Director Retrospective: Mike Leigh
In the previous installment of my Director Retrospective project, we took a long look at the films of Sam Peckinpah, a director very interested in exploring American mythos and masculinity (particularly in his explorations of “the West”). So I thought it might be fun to shift gears a bit — to look outside the United States and at a director whose work frequently explores modern / contemporary life in very non-heroic terms. Today, we’re thinking about the filmography of English director, Mike Leigh.
The Big List
For this director retrospective installment, I watched 11 (of 12) feature-length films by Mike Leigh.
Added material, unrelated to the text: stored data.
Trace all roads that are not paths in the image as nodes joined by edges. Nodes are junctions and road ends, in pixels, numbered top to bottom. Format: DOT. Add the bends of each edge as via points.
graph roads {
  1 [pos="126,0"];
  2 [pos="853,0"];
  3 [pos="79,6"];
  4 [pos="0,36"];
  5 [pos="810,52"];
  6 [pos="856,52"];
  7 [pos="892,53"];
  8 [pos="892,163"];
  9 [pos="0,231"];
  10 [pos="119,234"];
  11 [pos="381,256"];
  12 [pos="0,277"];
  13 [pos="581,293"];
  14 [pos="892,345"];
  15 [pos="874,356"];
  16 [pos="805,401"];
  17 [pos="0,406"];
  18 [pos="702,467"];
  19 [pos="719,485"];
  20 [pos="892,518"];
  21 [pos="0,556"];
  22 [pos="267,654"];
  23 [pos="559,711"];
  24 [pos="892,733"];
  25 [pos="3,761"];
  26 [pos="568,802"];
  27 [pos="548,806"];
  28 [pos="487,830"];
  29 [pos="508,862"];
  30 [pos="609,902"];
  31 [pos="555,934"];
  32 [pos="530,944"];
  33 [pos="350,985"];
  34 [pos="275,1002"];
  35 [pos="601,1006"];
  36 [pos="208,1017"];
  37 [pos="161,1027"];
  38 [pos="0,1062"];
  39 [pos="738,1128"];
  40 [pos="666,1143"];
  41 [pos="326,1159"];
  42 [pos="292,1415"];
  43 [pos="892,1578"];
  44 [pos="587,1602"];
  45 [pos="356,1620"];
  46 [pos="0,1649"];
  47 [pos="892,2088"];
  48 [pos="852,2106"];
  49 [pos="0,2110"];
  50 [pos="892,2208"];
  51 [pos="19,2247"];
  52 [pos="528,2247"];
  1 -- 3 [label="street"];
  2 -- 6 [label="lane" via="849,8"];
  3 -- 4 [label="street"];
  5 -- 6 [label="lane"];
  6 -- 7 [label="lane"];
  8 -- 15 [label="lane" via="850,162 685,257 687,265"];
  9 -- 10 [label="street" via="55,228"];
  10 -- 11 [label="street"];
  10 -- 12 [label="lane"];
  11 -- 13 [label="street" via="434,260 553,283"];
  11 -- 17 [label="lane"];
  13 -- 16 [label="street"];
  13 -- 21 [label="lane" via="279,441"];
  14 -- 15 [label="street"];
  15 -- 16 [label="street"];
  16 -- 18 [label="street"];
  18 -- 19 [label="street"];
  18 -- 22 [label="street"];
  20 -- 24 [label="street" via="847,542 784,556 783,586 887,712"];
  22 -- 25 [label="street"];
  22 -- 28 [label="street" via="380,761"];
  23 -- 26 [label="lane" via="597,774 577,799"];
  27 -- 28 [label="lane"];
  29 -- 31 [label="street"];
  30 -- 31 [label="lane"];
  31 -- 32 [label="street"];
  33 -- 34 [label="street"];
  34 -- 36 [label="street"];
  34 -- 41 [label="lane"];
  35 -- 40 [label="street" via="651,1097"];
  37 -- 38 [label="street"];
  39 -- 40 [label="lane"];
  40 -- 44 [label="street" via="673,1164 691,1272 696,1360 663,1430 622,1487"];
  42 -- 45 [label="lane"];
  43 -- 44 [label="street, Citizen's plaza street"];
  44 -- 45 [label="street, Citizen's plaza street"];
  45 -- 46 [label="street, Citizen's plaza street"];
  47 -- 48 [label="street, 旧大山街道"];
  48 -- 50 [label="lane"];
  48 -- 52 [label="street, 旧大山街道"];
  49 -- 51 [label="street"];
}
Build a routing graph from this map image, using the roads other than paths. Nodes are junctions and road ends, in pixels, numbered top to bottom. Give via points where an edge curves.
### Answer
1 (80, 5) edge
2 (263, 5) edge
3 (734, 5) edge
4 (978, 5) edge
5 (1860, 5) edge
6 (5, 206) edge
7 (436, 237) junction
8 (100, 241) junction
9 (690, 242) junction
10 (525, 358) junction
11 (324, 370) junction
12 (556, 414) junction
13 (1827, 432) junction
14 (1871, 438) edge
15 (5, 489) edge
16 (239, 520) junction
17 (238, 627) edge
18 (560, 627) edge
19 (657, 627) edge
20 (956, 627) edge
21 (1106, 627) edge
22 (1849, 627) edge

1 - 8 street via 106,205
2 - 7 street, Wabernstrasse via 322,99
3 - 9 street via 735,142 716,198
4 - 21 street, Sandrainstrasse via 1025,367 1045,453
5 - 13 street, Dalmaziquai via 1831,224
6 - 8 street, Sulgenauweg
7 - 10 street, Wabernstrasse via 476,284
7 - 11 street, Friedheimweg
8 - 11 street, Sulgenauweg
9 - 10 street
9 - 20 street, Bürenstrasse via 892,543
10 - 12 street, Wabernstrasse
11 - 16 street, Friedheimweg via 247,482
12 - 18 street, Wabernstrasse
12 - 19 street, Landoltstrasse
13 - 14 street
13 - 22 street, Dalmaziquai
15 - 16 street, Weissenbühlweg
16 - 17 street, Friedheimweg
Here’s the list: Bleak Moments (1971); High Hopes (1988); Life is Sweet (1990); Naked (1993); Secrets & Lies (1996); Topsy-Turvy (1999); All or Nothing (2002); Vera Drake (2004); Happy-Go-Lucky (2008); Another Year (2010); Mr. Turner (2014). And because Leigh’s also known for his television work at BBC, I watched a couple of his made-for-TV movies as well — i.e. Meantime (1984) & Four Days in July (1984). [The only feature-length film by Leigh that I wasn’t able to locate was 1997’s Career Girls. If you’ve seen that one, let me know how it was!]
The Top Five
Below are my picks for the “Top Five” feature-length films by Mike Leigh (ranked here from #1-#5 with some brief comments on each)…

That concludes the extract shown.